I also went all-in on the Gridfinity system Zack Freedman came up with. If you’ve never seen it, it’s basically a modular storage grid where everything locks together - think nerdy Lego for your desk. There’s a whole official spec that people follow so all the pieces play nice together. I’m obsessed enough with this system that it deserves its own post someday - I’ve printed probably 50+ Gridfinity bins and tools at this point.
I know this area will evolve as I actually start using it heavily, but it’s a solid starting point. At least now I can find my resistors without dumping out three different boxes of “miscellaneous electronic stuff” on the floor.
Next On The List
This workspace is definitely a work in progress. My next big addition will be wall storage with IKEA Skadis pegboards. They come in various sizes so I can tetris them onto my weird wall spaces, plus the 3D printing community has created approximately eight million compatible accessories you can just download and print.

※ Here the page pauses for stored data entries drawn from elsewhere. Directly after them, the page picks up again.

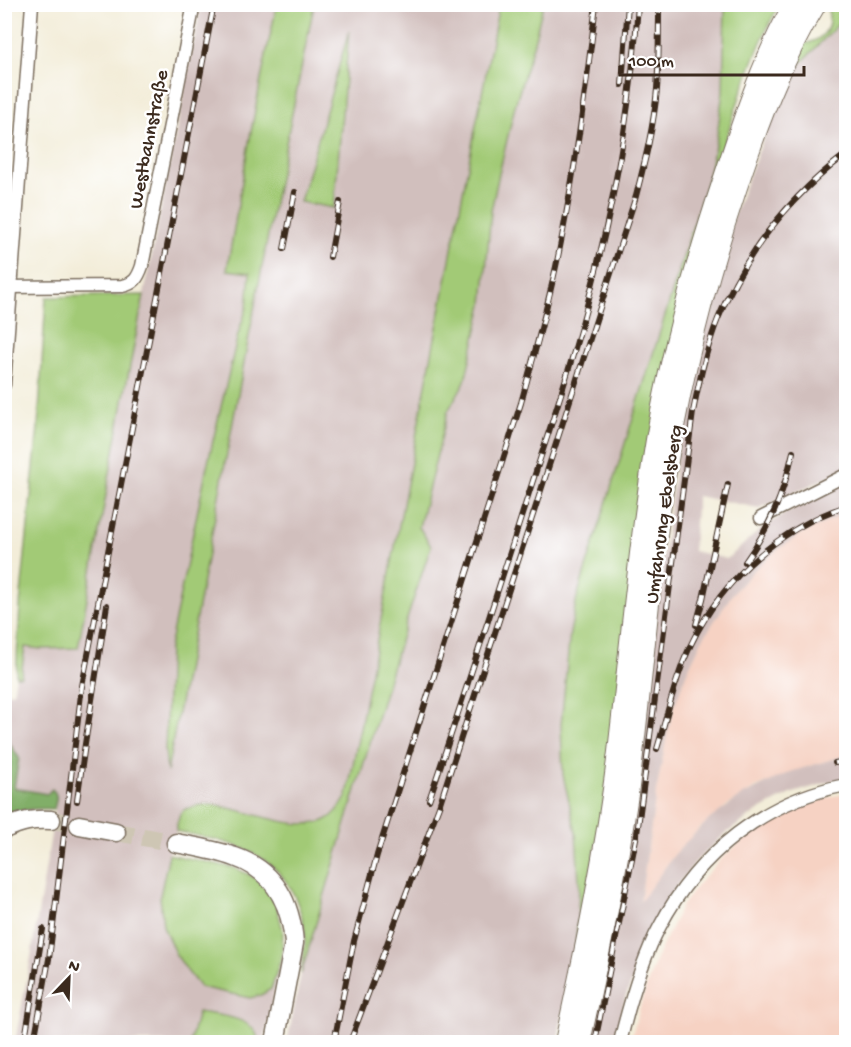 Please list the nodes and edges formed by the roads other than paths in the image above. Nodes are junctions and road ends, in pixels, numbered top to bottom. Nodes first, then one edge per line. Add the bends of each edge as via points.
1 (32, 4) edge
2 (192, 4) edge
3 (794, 4) edge
4 (816, 4) edge
5 (8, 287) edge
6 (4, 385) edge
7 (846, 476) edge
8 (761, 518) dead end
9 (846, 785) edge
10 (51, 820) tunnel mouth
11 (79, 825) tunnel mouth
12 (4, 829) edge
13 (116, 832) tunnel mouth
14 (176, 843) tunnel mouth
15 (275, 1042) edge
16 (565, 1042) edge
17 (580, 1042) edge
18 (620, 1042) edge

1 - 5 street
2 - 5 street, Westbahnstraße via 142,266 135,281 122,286
3 - 16 main road, Umfahrung Ebelsberg via 767,61 730,158 696,265 672,359 641,541 606,840
4 - 17 main road, Umfahrung Ebelsberg via 756,130 711,267 687,362 662,497 628,795 608,915
5 - 6 street
7 - 8 street
9 - 18 street via 799,798 768,813 740,830 699,868 659,927
10 - 12 main road via 23,821
11 - 13 main road
14 - 15 main road via 221,852 250,863 272,882 289,910 294,943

I also need better lighting - the single ceiling light makes this place feel like an interrogation room when I’m working late. Planning to add a monitor light, a task light over my project area, and some LED strips inside my printer enclosure.
Finally, that big empty wall is just begging for some personality. Needs to be lightweight stuff though - probably some posters or canvas prints. And yes, Miku will definitely make an appearance somewhere. It’s not a proper nerd cave without at least one anime character watching over your work, right?